Was macht eigentlich ein App-Entwickler?

Als App-Entwickler konzipierst, programmierst und gestaltest du Apps, testest die einwandfreie Funktion und bist natürlich auch verantwortlich für die permanente Weiterentwicklung und Optimierung. Du verwandelst also eine Idee in eine funktionierende Software.


Gibt es eigentlich genügend Bedarf für App-Entwickler auf dem Markt?

Fakt ist, dass es im Rahmen der zunehmenden Digitalisierung eine stark wachsende Tendenz für den Einsatz von mobilen Apps entstanden ist. In den letzten 10 Jahren ist alleine im Apple App Store und Google Play Store die Anzahl der vorhandenen Apps von ca. 400.000 auf über 5 Millionen Apps gewachsen. Hinzu kommt auch, dass immer neue Medien auf den Markt kommen, die auch auf Apps setzen. Einige Beispiele dafür sind Smart-TVs, ConnectedCars, Game Consoles und nicht zu vergessen VR Devices.

Irgendjemand wird die ganzen Apps entwickeln müssen. Daher sind qualifizierte App-Entwickler auf dem Arbeitsmarkt heiß begehrt. Der Markt brummt und Unternehmen unterschiedlicher Branchen benötigen Fachleute für die Entwicklung mobiler Softwarelösungen. Deshalb ist in den vergangenen Jahren der Ruf nach App-Entwicklern auf dem Arbeitsmarkt immer größer geworden. Dabei arbeiten die App-Entwickler entweder im angestellten Verhältnis oder sie sind selbstständig und werden von Auftraggebern für Projekte auf Stundenbasis gebucht.


Android vs. iOS

Man könnte meinen, dass das Erstellen von Apps für Android und für iOS sehr ähnlich sei. Das ist jedoch nicht der Fall. Jedes dieser Betriebssysteme hat seine eigenen Besonderheiten. Es gibt viele Unterschiede zwischen Android und iOS. Diese unterscheiden sich nicht nur in den technischen Grundlagen der App-Entwicklung, sondern auch im Prozess der Erstellung einer Anwendung selbst. Entwickler, die von einem Betriebssystem zu einem anderen wechseln, werden viele Unterschiede bemerken und müssen eine völlig neue Programmiersprache erlernen. Daher sind die meisten Entwickler auch auf eine Programmiersprache fokussiert.

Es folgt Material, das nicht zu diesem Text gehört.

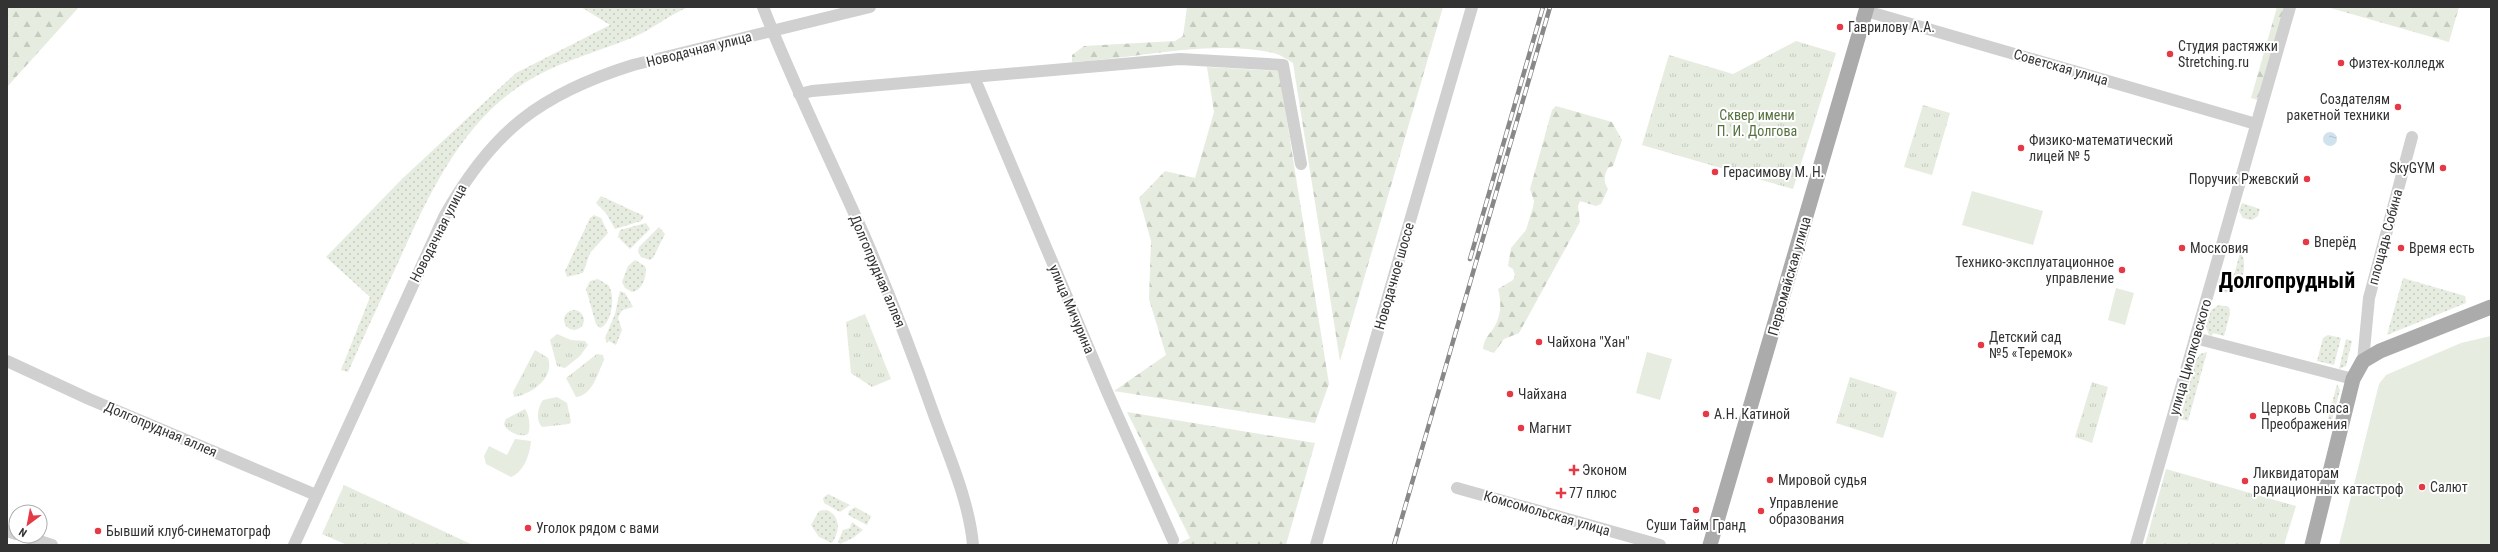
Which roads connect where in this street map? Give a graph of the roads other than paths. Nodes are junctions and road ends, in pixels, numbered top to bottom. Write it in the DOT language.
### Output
graph roads {
  1 [pos="763,7"];
  2 [pos="870,7"];
  3 [pos="1472,7"];
  4 [pos="2290,7"];
  5 [pos="1867,9"];
  6 [pos="772,31"];
  7 [pos="974,77"];
  8 [pos="799,94"];
  9 [pos="2256,124"];
  10 [pos="2412,137"];
  11 [pos="1301,164"];
  12 [pos="2491,307"];
  13 [pos="2195,338"];
  14 [pos="7,361"];
  15 [pos="2363,361"];
  16 [pos="2352,379"];
  17 [pos="1457,488"];
  18 [pos="316,495"];
  19 [pos="1173,540"];
  20 [pos="973,544"];
  21 [pos="294,545"];
  22 [pos="1316,545"];
  23 [pos="1660,545"];
  24 [pos="1710,545"];
  25 [pos="2136,545"];
  26 [pos="2312,545"];
  1 -- 6 [label="street, Долгопрудная аллея"];
  2 -- 6 [label="street, Новодачная улица"];
  3 -- 22 [label="street, Новодачное шоссе"];
  4 -- 9 [label="street, улица Циолковского"];
  5 -- 9 [label="street, Советская улица"];
  5 -- 24 [label="main road, Первомайская улица"];
  6 -- 8 [label="street, Долгопрудная аллея"];
  6 -- 18 [label="street, Новодачная улица"];
  7 -- 8 [label="street"];
  7 -- 11 [label="street"];
  7 -- 19 [label="street, улица Мичурина"];
  8 -- 20 [label="street, Долгопрудная аллея"];
  9 -- 13 [label="street, улица Циолковского"];
  10 -- 15 [label="street, площадь Собина"];
  12 -- 15 [label="main road"];
  13 -- 16 [label="street"];
  13 -- 25 [label="street, улица Циолковского"];
  14 -- 18 [label="street, Долгопрудная аллея"];
  15 -- 16 [label="main road"];
  16 -- 26 [label="main road"];
  17 -- 23 [label="street, Комсомольская улица"];
  18 -- 21 [label="street, Новодачная улица"];
}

iOS-Apps laufen auf Objective-C / Swift, während Android-Apps auf Java / Kotlin laufen.

Die Unterschiede in den Betriebssystemen sind aber nicht nur auf technischer Ebene. Auch im Design unterscheiden sich die beiden Betriebssysteme deutlich. Das Design einer App ist eng mit ihrem Entwicklungsprozess verbunden. Deshalb unterscheidet sich auch das Design einer Android-App zu einer iOS-App.

Jedes dieser Betriebssysteme hat seine eigene Interaktion und seinen eigenen Stil, der stark von Google und Apple beeinflusst werden. Daher legen die meisten Auftraggeber großen Wert darauf, Experten für die Entwicklung und Gestaltung von Apps in den beiden wichtigen Betriebssystemen zu haben. Nur dann können wirklich gute und qualitativ hochwertige native Anwendungen erstellen werden.


Mein Fazit: Als mobile App-Developer hast du auf jeden Fall gute Aussichten auf dem Arbeitsmarkt. Du solltest Dich aber vorab mit den verschiedenen Betriebssystemen auseinandersetzen und sorgfältig abwägen, welche Programmiersprache du lernen möchtest.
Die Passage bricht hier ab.